◆ ACTIVITY
Go through the entries below and copy each line containing the word "edges".

****************************************

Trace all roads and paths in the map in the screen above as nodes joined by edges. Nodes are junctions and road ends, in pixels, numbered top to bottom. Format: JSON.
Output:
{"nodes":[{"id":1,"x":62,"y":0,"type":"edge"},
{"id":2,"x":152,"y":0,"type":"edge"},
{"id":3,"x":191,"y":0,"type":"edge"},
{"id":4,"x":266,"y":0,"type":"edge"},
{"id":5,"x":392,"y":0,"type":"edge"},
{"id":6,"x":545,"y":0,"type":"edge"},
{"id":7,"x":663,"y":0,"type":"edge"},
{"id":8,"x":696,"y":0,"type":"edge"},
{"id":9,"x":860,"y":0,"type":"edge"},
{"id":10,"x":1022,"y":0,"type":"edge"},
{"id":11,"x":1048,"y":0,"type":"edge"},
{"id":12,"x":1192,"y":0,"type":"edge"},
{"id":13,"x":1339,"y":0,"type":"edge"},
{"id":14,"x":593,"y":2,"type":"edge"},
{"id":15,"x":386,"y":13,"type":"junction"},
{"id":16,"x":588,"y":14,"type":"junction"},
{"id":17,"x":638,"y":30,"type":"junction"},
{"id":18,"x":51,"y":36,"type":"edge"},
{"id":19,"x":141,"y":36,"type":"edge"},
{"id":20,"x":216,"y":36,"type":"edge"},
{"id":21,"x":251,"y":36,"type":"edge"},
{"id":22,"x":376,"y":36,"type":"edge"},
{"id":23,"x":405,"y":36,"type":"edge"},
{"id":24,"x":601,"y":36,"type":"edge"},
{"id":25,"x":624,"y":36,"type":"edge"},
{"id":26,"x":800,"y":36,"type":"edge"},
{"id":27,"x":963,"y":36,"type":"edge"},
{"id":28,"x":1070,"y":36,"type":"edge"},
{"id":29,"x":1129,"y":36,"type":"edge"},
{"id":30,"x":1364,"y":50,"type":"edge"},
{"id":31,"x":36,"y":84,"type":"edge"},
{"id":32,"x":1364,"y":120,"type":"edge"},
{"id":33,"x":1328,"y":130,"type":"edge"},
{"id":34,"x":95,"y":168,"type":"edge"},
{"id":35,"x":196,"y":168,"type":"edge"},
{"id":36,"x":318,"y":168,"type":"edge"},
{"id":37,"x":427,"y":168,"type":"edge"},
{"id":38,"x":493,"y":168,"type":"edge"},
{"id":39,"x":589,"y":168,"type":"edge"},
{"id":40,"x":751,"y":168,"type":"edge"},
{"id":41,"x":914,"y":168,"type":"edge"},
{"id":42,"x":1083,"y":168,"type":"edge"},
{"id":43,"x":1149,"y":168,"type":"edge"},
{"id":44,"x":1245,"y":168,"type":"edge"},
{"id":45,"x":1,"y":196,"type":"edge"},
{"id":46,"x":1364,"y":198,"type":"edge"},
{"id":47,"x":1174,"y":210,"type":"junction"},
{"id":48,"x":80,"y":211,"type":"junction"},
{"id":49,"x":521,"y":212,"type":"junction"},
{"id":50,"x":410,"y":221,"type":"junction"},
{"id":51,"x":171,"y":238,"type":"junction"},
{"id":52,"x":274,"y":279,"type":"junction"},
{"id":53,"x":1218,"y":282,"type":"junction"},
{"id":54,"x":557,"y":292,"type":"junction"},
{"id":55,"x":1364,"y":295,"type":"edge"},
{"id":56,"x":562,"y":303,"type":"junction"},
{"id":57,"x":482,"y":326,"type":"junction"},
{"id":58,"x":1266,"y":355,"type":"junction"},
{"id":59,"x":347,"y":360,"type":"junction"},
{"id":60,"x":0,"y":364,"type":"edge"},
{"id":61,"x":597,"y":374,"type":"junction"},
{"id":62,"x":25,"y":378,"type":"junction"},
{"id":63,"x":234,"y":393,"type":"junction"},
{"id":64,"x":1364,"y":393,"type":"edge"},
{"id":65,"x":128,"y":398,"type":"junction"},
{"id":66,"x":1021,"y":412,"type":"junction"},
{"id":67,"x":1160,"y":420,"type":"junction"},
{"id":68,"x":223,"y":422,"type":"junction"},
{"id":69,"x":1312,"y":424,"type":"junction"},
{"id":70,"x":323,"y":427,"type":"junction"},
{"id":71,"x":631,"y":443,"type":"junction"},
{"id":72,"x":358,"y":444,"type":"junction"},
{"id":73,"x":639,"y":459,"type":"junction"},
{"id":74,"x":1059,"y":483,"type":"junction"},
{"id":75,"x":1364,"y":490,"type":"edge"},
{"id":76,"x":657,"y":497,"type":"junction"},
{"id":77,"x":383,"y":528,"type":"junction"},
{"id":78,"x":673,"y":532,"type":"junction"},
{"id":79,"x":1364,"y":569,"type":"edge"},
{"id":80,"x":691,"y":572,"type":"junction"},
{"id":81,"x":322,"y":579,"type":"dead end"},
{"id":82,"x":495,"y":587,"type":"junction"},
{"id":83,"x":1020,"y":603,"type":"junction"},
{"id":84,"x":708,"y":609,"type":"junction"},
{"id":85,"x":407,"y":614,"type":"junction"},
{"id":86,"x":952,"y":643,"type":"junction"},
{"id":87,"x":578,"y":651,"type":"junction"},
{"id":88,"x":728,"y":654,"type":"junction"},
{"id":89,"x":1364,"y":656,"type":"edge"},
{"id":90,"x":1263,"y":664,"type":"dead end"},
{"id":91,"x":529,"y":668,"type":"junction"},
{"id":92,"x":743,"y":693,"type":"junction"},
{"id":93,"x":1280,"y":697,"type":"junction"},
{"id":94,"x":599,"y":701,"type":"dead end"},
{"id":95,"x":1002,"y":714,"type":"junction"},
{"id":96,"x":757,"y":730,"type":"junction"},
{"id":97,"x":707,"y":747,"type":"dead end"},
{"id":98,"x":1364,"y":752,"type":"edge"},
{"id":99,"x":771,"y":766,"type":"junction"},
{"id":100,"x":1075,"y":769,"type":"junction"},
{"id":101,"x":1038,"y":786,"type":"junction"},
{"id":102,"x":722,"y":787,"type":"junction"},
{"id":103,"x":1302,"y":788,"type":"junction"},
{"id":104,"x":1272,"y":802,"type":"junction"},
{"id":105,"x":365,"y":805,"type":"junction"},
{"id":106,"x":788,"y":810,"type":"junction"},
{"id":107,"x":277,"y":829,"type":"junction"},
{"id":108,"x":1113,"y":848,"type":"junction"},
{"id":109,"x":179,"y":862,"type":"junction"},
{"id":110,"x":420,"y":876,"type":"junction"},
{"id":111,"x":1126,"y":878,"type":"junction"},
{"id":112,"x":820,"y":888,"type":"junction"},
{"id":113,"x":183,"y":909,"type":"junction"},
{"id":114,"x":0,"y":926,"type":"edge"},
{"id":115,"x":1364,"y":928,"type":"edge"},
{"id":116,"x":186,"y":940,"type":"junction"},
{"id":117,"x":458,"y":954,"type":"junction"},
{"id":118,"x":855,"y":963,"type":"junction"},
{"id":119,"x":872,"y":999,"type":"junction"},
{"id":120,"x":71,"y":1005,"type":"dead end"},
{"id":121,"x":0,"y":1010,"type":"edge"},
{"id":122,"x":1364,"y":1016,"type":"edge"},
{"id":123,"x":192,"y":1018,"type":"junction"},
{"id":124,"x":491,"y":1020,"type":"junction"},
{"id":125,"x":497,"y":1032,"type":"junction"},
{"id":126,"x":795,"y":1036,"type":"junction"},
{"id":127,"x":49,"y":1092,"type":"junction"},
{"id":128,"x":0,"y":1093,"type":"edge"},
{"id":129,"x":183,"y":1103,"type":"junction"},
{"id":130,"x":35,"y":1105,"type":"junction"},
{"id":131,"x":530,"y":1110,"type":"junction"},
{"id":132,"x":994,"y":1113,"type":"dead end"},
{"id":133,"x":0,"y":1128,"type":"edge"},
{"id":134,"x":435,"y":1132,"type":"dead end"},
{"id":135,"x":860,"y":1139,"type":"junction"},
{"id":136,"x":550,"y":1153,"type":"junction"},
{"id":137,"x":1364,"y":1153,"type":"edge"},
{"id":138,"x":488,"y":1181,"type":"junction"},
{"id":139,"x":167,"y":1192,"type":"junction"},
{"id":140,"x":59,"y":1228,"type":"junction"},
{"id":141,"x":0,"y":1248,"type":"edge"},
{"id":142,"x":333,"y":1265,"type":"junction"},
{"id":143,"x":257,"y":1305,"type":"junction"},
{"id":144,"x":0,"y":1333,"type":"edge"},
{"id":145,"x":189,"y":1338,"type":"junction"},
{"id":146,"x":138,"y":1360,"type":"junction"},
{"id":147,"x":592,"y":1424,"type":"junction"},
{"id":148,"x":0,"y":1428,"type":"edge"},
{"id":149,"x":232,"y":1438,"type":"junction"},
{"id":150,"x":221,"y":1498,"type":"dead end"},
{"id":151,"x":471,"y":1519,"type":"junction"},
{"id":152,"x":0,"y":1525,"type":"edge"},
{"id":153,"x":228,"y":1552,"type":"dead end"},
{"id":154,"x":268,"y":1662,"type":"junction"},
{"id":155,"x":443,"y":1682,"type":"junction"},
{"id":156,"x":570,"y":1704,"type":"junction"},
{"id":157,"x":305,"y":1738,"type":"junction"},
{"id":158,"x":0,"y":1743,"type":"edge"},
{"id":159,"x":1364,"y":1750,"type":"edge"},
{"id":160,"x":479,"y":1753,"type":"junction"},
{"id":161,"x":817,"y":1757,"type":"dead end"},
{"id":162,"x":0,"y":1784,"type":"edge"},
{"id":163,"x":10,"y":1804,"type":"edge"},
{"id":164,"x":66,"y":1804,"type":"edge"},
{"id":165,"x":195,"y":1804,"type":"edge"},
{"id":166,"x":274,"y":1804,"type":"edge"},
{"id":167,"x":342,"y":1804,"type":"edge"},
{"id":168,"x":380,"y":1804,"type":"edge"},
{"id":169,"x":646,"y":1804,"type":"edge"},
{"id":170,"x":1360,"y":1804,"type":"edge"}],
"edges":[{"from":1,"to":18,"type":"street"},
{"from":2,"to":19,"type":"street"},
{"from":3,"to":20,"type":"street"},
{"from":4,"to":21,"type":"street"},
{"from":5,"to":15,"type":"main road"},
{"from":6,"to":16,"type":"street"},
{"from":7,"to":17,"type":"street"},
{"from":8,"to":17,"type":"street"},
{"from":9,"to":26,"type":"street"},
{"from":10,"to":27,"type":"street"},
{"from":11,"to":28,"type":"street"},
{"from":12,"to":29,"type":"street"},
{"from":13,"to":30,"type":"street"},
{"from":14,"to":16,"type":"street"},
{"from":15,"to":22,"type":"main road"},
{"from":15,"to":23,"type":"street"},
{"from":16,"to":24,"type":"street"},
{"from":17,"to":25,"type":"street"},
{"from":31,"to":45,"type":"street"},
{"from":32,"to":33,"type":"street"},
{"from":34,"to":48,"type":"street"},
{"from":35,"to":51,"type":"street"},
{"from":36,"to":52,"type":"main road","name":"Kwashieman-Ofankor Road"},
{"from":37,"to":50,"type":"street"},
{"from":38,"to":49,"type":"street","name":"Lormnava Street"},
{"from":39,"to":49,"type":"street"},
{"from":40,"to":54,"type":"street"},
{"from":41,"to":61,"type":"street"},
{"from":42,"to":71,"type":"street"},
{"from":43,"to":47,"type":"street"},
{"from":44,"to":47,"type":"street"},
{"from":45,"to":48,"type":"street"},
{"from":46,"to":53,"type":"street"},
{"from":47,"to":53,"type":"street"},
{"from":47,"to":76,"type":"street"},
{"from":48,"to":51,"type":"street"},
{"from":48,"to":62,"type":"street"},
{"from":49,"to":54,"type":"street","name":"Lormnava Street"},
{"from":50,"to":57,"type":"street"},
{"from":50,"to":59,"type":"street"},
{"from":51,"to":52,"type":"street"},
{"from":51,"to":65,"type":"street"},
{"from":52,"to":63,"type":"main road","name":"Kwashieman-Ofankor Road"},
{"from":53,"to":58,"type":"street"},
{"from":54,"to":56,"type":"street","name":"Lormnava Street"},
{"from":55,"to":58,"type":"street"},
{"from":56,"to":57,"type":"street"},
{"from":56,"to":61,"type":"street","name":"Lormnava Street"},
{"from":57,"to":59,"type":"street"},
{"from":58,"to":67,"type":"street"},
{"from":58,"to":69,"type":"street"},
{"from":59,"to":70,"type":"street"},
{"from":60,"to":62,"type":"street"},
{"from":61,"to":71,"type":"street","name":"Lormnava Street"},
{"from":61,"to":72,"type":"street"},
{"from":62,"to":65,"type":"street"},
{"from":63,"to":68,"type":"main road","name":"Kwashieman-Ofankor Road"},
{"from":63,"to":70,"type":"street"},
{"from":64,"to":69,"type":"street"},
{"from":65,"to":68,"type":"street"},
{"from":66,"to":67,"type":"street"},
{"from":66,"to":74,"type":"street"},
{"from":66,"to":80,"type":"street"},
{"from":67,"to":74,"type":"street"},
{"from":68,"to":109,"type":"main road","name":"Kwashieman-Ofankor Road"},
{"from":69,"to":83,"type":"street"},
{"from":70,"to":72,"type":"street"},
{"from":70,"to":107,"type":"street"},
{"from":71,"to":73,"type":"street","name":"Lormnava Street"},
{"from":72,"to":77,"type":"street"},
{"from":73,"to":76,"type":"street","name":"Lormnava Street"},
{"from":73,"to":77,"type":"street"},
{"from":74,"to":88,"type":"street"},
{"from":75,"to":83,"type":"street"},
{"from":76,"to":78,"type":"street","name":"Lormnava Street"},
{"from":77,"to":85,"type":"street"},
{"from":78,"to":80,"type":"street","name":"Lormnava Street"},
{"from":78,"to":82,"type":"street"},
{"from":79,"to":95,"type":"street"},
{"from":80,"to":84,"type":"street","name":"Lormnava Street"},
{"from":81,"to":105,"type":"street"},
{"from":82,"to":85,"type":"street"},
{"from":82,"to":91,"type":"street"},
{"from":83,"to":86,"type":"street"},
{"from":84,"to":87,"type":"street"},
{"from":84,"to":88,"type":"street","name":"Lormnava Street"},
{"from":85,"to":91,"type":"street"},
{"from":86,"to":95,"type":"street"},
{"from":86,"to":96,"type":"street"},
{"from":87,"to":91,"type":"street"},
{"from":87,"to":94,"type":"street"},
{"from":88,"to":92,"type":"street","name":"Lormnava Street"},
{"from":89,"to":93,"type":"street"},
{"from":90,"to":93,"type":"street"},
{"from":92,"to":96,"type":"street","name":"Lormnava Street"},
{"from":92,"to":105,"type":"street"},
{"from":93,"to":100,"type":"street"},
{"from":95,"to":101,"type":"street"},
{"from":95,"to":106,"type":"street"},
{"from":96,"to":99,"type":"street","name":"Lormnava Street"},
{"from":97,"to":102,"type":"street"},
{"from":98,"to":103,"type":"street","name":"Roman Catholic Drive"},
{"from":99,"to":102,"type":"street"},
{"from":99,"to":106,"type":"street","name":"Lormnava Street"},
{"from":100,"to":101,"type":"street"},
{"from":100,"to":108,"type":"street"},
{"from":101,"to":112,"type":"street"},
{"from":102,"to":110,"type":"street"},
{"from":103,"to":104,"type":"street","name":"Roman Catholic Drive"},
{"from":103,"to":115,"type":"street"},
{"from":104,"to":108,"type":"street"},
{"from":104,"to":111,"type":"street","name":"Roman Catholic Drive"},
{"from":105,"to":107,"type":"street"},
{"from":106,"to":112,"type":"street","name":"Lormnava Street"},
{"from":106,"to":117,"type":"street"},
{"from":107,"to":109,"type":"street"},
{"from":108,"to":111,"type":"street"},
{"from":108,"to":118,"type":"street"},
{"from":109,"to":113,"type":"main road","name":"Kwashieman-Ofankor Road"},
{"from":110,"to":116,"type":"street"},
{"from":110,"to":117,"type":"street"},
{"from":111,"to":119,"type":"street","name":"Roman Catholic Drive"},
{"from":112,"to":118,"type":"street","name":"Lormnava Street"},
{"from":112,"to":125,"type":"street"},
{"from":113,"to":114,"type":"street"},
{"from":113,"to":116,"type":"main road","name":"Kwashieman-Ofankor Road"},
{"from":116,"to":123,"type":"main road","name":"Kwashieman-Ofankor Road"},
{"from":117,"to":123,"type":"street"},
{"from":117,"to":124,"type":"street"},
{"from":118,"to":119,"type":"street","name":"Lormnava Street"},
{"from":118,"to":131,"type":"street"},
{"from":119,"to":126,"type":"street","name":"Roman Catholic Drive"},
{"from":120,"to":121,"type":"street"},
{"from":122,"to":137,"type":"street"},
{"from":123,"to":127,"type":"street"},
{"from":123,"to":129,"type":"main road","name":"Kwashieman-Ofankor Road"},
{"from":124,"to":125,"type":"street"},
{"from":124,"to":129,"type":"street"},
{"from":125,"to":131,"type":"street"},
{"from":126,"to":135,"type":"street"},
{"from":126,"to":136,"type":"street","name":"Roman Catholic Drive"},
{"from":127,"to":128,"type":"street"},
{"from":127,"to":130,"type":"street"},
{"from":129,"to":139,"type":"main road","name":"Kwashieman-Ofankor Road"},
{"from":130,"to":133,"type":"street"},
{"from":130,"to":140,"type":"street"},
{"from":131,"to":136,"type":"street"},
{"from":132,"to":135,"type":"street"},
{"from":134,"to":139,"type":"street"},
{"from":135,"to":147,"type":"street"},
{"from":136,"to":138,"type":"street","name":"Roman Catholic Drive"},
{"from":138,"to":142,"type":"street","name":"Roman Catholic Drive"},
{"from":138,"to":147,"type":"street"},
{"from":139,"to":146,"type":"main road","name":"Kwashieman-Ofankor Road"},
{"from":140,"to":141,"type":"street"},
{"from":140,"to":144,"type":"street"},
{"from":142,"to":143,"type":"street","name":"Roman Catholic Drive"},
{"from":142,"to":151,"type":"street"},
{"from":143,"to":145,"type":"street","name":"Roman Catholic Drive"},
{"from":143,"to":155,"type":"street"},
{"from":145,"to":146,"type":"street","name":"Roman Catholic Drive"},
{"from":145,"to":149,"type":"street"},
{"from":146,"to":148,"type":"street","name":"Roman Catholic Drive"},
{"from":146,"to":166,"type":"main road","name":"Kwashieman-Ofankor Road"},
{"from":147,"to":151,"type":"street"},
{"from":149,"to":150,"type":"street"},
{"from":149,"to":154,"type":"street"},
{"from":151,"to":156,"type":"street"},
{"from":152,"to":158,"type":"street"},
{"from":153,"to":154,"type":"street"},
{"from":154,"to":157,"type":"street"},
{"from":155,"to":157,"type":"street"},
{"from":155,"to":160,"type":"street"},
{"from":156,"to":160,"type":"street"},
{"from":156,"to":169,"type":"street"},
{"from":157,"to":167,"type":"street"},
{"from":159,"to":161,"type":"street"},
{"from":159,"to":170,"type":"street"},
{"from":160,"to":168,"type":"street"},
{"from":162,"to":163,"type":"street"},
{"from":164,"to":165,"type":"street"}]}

****************************************

◆ REPLY TO THE EXERCISE
Trace all roads and paths in the map in the screen above as nodes joined by edges. Nodes are junctions and road ends, in pixels, numbered top to bottom. Format: JSON.
"edges":[{"from":1,"to":18,"type":"street"},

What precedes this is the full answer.